__Extracted information__:
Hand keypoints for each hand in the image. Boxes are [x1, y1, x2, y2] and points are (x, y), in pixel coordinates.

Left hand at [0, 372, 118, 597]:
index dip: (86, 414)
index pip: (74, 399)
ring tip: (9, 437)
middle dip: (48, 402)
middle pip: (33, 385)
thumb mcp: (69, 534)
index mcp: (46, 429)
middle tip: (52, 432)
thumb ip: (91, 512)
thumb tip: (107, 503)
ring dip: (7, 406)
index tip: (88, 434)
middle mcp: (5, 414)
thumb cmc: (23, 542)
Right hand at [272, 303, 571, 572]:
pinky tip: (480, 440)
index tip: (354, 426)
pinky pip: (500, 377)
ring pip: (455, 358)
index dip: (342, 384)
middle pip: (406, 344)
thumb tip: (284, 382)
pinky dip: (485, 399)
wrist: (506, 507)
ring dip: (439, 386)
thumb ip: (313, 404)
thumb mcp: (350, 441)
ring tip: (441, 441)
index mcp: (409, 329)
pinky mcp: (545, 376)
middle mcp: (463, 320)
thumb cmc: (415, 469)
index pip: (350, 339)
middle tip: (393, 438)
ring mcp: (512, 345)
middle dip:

__Task instructions__: Return every line above where "ring" appears.

__Exercise answer__:
ring tip: (9, 437)
ring dip: (7, 406)
ring pip: (455, 358)
ring dip: (439, 386)
ring tip: (441, 441)
ring mcp: (512, 345)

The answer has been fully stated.